Michael Burry, the famed investor behind the “Catcher‑in‑the‑Rope” narrative, has long warned about the cyclical nature of technology markets. His latest assertion that the memory boom is ending has been reinforced by a separate analyst who agrees that demand for high‑speed memory chips is likely to taper off. In the crypto world, this development matters because mining rigs depend heavily on the latest memory technology to process transactions efficiently.
If memory‑chip prices fall, the cost of building or upgrading mining hardware could decrease, giving miners a chance to improve their return on investment. For retail crypto holders who are not directly involved in mining, this could translate into a more stable or even slightly higher price for Bitcoin and Ethereum, as mining profitability feeds back into the broader market. However, the current fear‑greed index sits at 24, indicating extreme fear, which suggests that any positive or negative shift in mining economics could be magnified in price movements.

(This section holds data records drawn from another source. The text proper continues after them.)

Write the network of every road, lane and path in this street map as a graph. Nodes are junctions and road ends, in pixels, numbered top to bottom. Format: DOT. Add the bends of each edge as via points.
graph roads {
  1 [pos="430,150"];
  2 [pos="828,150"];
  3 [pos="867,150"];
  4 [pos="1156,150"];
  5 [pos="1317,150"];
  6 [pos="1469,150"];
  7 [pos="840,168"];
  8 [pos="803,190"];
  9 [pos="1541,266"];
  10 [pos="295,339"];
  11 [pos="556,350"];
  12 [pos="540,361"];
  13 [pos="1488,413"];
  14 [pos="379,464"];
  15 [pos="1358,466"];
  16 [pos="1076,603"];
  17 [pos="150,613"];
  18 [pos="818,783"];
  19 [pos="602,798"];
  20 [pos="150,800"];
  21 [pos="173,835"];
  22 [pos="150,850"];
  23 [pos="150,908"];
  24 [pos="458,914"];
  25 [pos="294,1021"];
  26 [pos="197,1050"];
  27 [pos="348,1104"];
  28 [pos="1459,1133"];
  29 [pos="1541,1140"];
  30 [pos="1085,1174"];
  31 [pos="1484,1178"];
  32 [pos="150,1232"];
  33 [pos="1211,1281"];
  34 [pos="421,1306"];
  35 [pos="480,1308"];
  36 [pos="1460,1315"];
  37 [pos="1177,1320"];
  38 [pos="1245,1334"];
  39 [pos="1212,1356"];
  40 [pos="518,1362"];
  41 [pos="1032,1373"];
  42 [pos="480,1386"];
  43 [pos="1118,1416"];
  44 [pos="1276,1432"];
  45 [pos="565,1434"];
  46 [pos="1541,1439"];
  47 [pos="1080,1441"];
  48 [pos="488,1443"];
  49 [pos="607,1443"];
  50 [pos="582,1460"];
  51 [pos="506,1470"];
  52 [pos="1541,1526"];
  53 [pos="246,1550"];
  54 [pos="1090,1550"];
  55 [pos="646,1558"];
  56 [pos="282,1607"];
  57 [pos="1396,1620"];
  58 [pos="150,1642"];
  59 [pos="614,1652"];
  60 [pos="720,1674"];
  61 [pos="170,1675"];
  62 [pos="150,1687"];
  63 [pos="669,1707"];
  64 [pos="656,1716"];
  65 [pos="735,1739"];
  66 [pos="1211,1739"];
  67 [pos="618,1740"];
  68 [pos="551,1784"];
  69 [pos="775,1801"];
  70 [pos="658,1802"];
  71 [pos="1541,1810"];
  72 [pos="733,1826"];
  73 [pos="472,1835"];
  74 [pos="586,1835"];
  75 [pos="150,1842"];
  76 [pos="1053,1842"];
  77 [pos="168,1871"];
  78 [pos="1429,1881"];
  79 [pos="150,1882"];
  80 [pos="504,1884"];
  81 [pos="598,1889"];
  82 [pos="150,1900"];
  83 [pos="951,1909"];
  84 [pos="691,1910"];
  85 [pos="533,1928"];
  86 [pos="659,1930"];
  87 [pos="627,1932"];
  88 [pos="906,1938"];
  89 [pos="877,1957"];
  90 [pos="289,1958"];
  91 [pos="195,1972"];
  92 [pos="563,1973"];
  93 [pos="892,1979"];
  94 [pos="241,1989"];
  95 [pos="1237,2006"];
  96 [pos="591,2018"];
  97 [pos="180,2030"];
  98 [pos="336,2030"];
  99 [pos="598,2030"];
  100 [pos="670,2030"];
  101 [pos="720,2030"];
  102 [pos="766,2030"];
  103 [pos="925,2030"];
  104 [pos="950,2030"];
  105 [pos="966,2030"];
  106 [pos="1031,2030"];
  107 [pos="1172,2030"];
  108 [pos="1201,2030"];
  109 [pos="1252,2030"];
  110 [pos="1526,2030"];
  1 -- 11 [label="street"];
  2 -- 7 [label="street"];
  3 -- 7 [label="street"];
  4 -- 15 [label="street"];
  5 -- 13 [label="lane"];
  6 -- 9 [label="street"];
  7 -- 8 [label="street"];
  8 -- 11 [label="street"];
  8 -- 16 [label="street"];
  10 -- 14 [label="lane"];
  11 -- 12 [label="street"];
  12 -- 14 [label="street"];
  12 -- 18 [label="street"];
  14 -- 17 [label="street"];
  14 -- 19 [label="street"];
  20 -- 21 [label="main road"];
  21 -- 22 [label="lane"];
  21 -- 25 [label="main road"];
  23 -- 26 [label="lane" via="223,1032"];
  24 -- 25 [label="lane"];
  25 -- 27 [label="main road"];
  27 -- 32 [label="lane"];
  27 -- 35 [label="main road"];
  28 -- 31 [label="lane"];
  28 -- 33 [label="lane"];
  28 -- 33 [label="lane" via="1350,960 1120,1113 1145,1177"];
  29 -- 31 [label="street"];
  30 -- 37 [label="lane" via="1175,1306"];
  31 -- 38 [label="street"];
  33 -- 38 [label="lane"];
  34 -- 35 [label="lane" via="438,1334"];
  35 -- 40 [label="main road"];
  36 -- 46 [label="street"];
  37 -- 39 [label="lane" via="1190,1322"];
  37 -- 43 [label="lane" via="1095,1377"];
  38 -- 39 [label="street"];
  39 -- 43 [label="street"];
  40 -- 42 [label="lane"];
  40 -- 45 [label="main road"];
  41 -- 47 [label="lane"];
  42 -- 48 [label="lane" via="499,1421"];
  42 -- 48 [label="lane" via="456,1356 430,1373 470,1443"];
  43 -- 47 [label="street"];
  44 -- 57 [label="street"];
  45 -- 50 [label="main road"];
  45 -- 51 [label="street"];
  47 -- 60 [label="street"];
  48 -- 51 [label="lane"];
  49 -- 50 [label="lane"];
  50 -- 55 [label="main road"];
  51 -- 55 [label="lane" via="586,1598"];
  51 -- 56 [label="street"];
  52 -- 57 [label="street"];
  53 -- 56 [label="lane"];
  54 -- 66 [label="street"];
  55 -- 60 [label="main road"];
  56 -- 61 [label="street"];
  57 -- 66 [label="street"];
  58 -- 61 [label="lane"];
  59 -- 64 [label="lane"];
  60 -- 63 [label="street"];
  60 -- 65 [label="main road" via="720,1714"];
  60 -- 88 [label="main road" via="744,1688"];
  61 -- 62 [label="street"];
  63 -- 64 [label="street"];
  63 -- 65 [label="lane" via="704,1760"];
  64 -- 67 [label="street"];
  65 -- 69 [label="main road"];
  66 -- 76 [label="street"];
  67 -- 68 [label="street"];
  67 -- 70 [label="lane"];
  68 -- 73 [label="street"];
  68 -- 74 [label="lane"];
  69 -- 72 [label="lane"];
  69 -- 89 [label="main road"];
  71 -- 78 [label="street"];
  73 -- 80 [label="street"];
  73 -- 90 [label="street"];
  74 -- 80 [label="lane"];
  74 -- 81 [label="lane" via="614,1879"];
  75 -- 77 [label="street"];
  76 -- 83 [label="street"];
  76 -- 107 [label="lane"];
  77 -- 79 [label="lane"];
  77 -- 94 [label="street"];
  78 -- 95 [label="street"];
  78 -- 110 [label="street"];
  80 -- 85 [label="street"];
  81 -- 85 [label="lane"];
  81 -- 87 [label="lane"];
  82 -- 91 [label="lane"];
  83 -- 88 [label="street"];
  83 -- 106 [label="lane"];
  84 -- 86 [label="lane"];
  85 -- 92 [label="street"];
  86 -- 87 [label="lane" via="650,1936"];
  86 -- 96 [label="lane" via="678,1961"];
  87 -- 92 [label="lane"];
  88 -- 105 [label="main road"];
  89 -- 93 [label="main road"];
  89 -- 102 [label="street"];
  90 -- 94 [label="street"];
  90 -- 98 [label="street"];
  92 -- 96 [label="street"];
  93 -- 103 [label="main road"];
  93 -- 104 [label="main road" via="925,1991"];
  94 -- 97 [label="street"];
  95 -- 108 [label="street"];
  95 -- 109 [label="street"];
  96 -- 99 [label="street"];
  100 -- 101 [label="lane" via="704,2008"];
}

Retail investors should therefore monitor two key signals: first, the pricing trends of memory chips and the release schedule of new mining hardware; second, the mining difficulty adjustments that follow changes in hash‑rate. While Bitcoin and Ethereum have shown only modest 24‑hour moves (≈ 0.23 % and 0.15 % respectively), the underlying infrastructure could still influence future volatility. Watching these indicators will help investors gauge whether the end of the memory boom could be a catalyst for a more resilient crypto market.